En el puesto de Antelope Wells no había servicios médicos. Un agente de fronteras dijo a la agencia Reuters que los inmigrantes “llevaban bastante tiempo viajando por México” cuando llegaron al puesto. Allí, los agentes fueron entrevistando y abriendo fichas a todos los detenidos según el protocolo habitual. Jakelin Caal no presentaba síntomas de ningún tipo. A su padre le preguntaron si la niña tenía alguna enfermedad y dijo que no y que en el trayecto había estado bien.

No está claro si hubo un problema de comunicación. La lengua materna de Nery Gilberto Caal no es el español, sino el q’echi, de la familia lingüística maya. Caal ha dicho a los funcionarios del Consulado de Guatemala que se encuentra más cómodo hablando en q’echi y los trámites se han hecho en ese idioma gracias a un intérprete, ya que no entiende del todo español.

El lugar por donde cruzaron los inmigrantes es tan remoto que el centro de detención más cercano se encuentra en Lordsburg, Nuevo México, a unos 150 kilómetros al norte por carretera. Los agentes no podían transportar al grupo entero, por lo que lo hicieron en dos tandas. El traslado empezó en autobús a medianoche. Primero llevaron a unos 50 menores no acompañados. Sobre las cuatro de la madrugada, el autobús volvió por un segundo grupo. En este viaje iban Jakelin y su padre. Durante el tiempo que estuvieron esperando tuvieron acceso a comida, bebida y aseos, afirmó el cuerpo policial.
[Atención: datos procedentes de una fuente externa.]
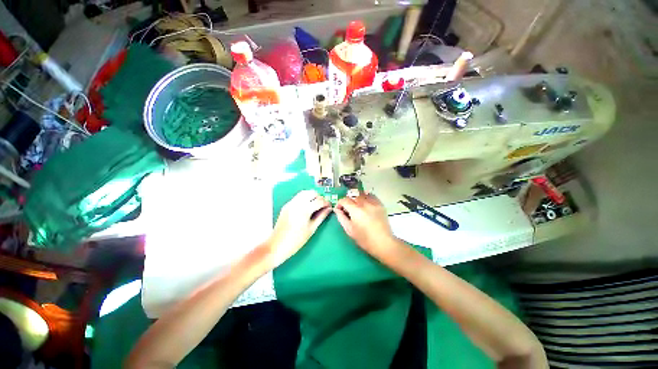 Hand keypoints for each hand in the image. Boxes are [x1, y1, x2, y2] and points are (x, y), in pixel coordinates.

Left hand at [264, 190, 331, 267]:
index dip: (326, 203)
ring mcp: (290, 203)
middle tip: (323, 205)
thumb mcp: (311, 229)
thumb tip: (329, 209)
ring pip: (304, 193)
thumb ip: (321, 216)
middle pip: (311, 193)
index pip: (319, 201)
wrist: (277, 245)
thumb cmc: (296, 240)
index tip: (330, 206)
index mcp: (304, 209)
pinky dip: (304, 198)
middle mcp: (297, 203)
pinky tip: (306, 207)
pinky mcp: (286, 205)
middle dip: (319, 197)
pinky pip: (297, 197)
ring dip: (311, 196)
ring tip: (315, 205)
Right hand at [334, 194, 399, 259]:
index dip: (339, 204)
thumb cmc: (364, 239)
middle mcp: (364, 203)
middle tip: (348, 209)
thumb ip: (341, 218)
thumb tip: (337, 210)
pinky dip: (366, 197)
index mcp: (356, 210)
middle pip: (353, 196)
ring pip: (362, 194)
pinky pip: (371, 196)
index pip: (344, 200)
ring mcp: (374, 203)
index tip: (339, 210)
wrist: (383, 243)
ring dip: (357, 198)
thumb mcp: (349, 230)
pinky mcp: (380, 204)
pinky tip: (365, 204)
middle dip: (348, 201)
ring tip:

En el autobús, la niña empezó a vomitar. Faltaba más de hora y media de viaje y le estaba subiendo la fiebre. Fue atendida “de inmediato” por paramédicos de la Patrulla Fronteriza. Cuando llegó al centro de detención, a las 6:30 del 7 de diciembre, no respiraba. Un equipo médico la atendió allí mismo. Tenía 40,9 grados de fiebre. Los servicios médicos del condado de Hidalgo decidieron su traslado a un hospital. A las 7:45, Jakelin despegaba en un helicóptero rumbo a El Paso, a 250 kilómetros. Los agentes llevaron a su padre en coche.

En el hospital, un escáner reveló inflamación en el cerebro. Le fue diagnosticado un fallo hepático. Jakelin tuvo un paro cardíaco a las 11:00 del viernes. Los médicos lograron reanimarla y después la salvaron de un segundo paro cardíaco. Su padre estaba con ella. La niña pasó el resto del viernes medianamente estable. El sábado, a las seis de la mañana, la patrulla fronteriza informó al padre que la niña había fallecido en la madrugada.

Muchas preguntas permanecen aún sin respuesta. El departamento de seguridad de fronteras (CBP) tardó cinco días en dar a conocer la tragedia y lo hizo en una nota de The Washington Post, el jueves por la noche. En esa información, afirmaba que la niña “llevaba días sin comer ni beber” y decía que la causa de la muerte había sido deshidratación, citando al CBP. El padre, sin embargo, ha dicho a los diplomáticos de Guatemala que durante el trayecto los traficantes les dieron de comer pollo y fruta. La fruta era lo que más le gustaba a Jakelin.

Nery Gilberto Caal se encuentra muy afectado. Menciona constantemente a Dios. Tras el fallecimiento de su hija, volvió a la estación de Lordsburg. Cuenta que los agentes le dejaron solo en una habitación, separado del resto, y estuvieron muy atentos con él preguntándole cada poco si necesitaba algo. El lunes 10, lo dejaron en libertad, monitorizado, por razones humanitarias. Ahora se encuentra en un albergue para inmigrantes en El Paso.

Caal pidió al Consulado de Guatemala en Del Río que le permitieran despedirse del cuerpo de su hija. Finalmente, pudo hacerlo este viernes, en la funeraria La Paz, en El Paso, donde estuvo una hora a solas con el féretro, entre las dos y las tres de la tarde. Después, volvió al albergue.

La autopsia tardará al menos una semana más, según los plazos que ha dado el forense del condado. Una vez que se emita esa autopsia se podrá hacer el certificado de defunción de Jakelin Ameí Caal Maquin, un nombre que ya para siempre formará parte del encendido debate sobre la inmigración irregular en Estados Unidos. El Gobierno de Guatemala pagará la repatriación del cuerpo a Raxruhá, en Alta Verapaz, donde lo espera su madre. El padre aún no ha decidido si tomará ese avión. Si se va, perderá su única oportunidad de pedir asilo el próximo enero ante un juez de inmigración. Si se queda, el cuerpo de su hija de siete años volverá a casa solo.